Required action
Copy every record exactly, leaving the pictures out.

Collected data
#####

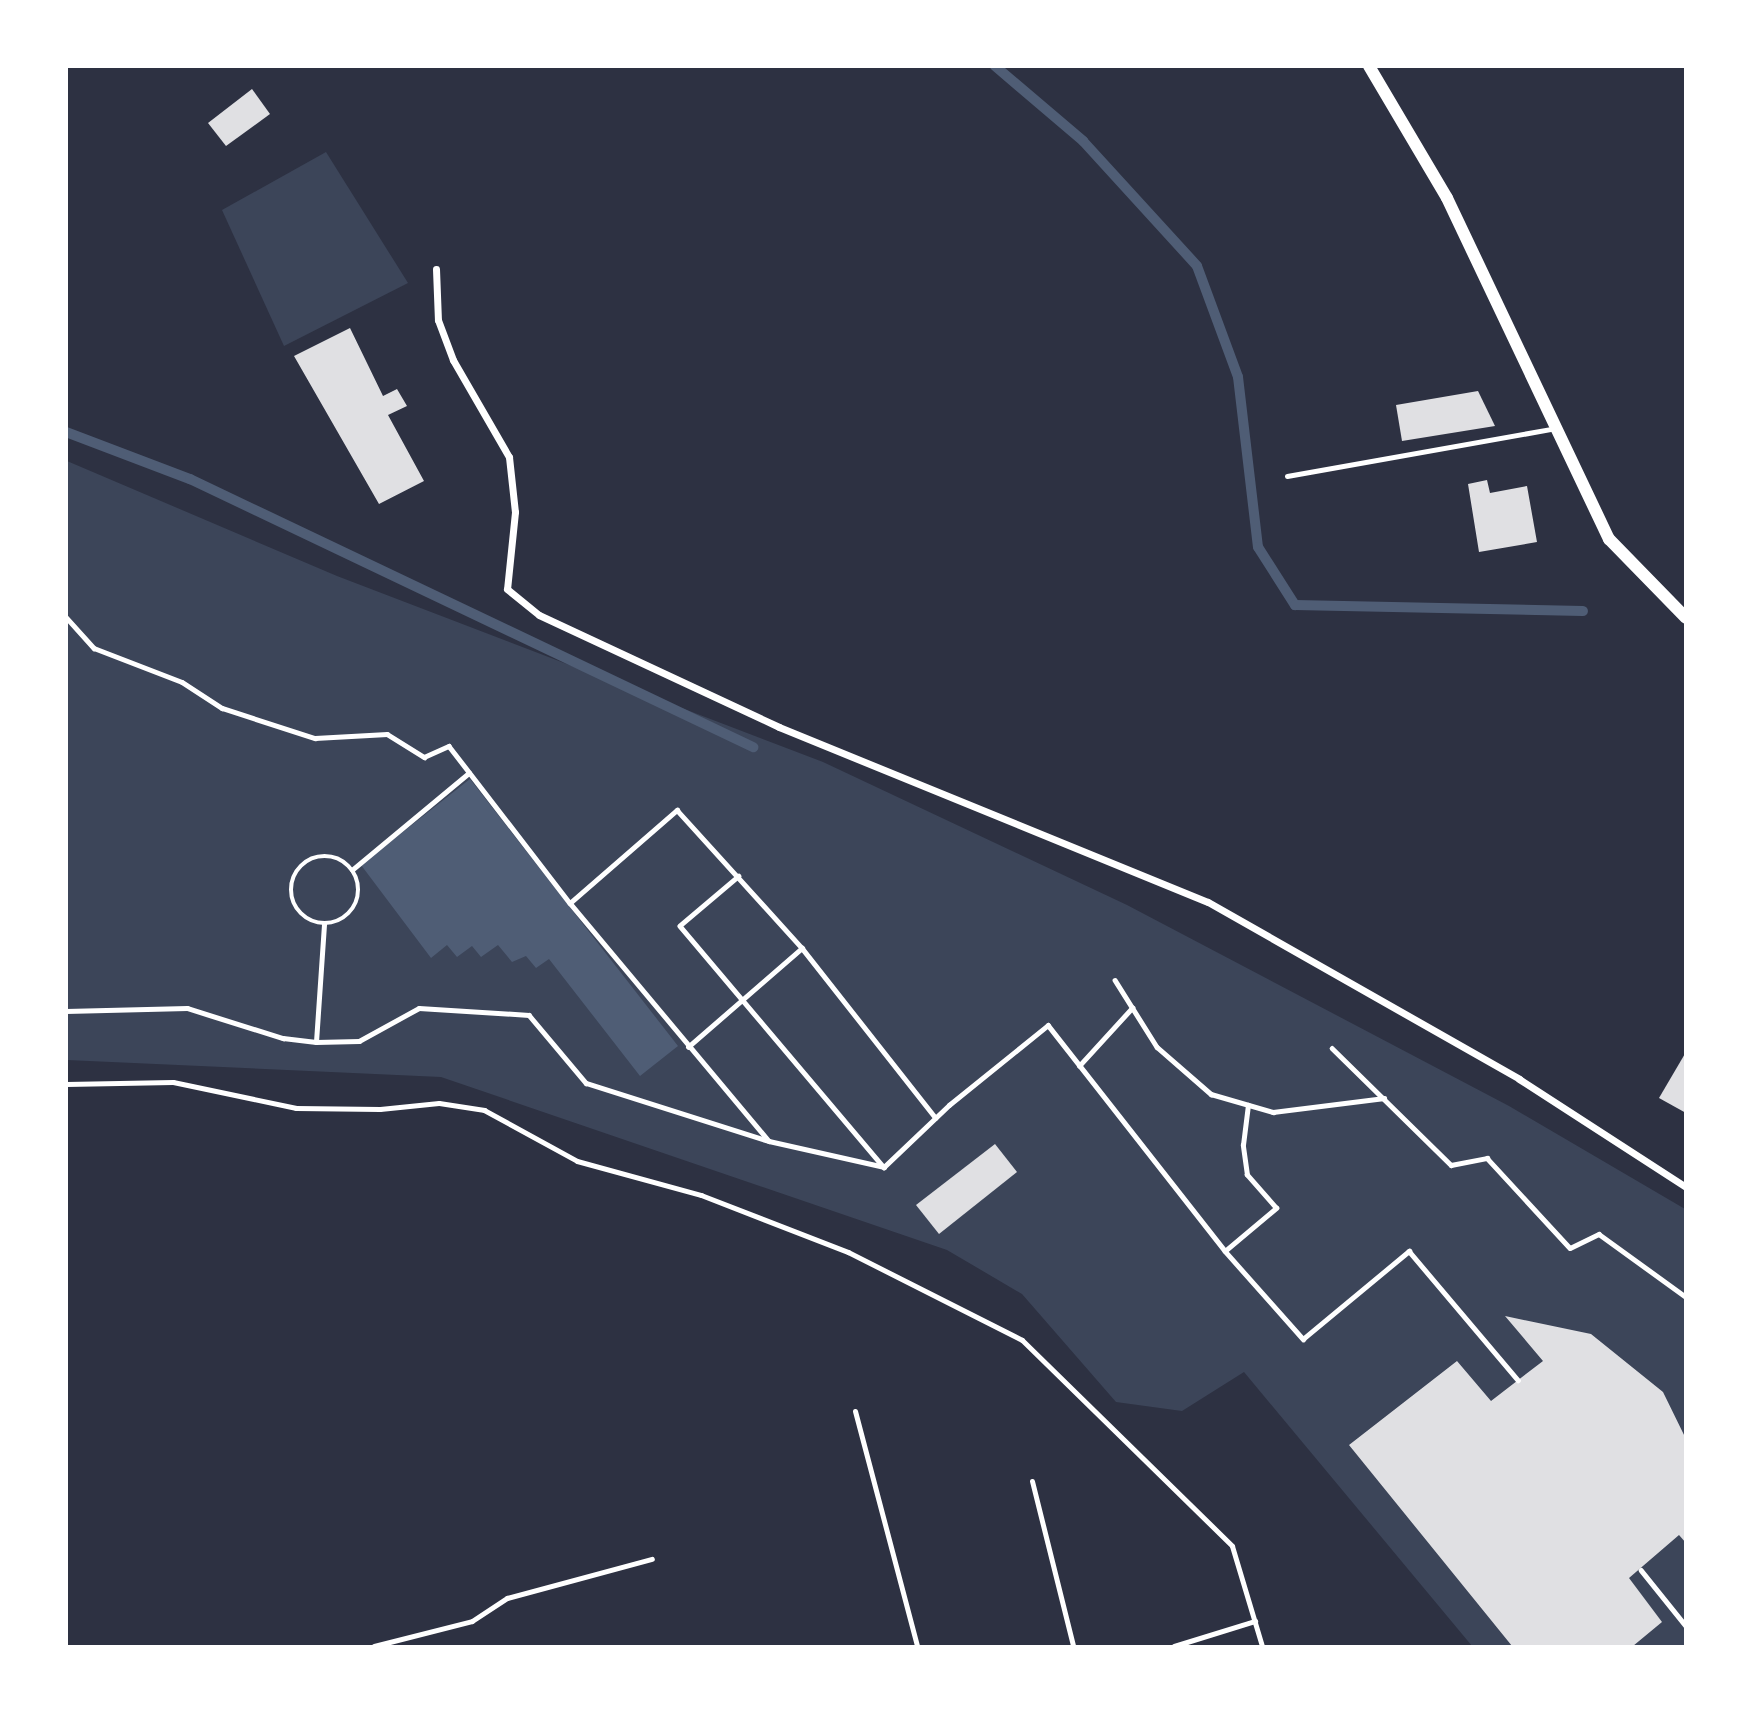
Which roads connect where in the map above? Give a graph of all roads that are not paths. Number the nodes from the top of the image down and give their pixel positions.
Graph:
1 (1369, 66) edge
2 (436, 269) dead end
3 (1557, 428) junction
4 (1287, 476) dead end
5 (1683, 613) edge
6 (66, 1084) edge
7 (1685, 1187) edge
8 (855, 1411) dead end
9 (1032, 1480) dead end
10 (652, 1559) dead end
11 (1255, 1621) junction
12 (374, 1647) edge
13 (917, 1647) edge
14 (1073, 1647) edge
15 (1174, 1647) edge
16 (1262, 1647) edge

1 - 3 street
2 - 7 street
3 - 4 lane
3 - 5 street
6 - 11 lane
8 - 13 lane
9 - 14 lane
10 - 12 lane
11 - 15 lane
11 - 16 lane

#####

Response for this exercise
Which roads connect where in the map above? Give a graph of all roads that are not paths. Number the nodes from the top of the image down and give their pixel positions.
Graph:
1 (1369, 66) edge
2 (436, 269) dead end
3 (1557, 428) junction
4 (1287, 476) dead end
5 (1683, 613) edge
6 (66, 1084) edge
7 (1685, 1187) edge
8 (855, 1411) dead end
9 (1032, 1480) dead end
10 (652, 1559) dead end
11 (1255, 1621) junction
12 (374, 1647) edge
13 (917, 1647) edge
14 (1073, 1647) edge
15 (1174, 1647) edge
16 (1262, 1647) edge

1 - 3 street
2 - 7 street
3 - 4 lane
3 - 5 street
6 - 11 lane
8 - 13 lane
9 - 14 lane
10 - 12 lane
11 - 15 lane
11 - 16 lane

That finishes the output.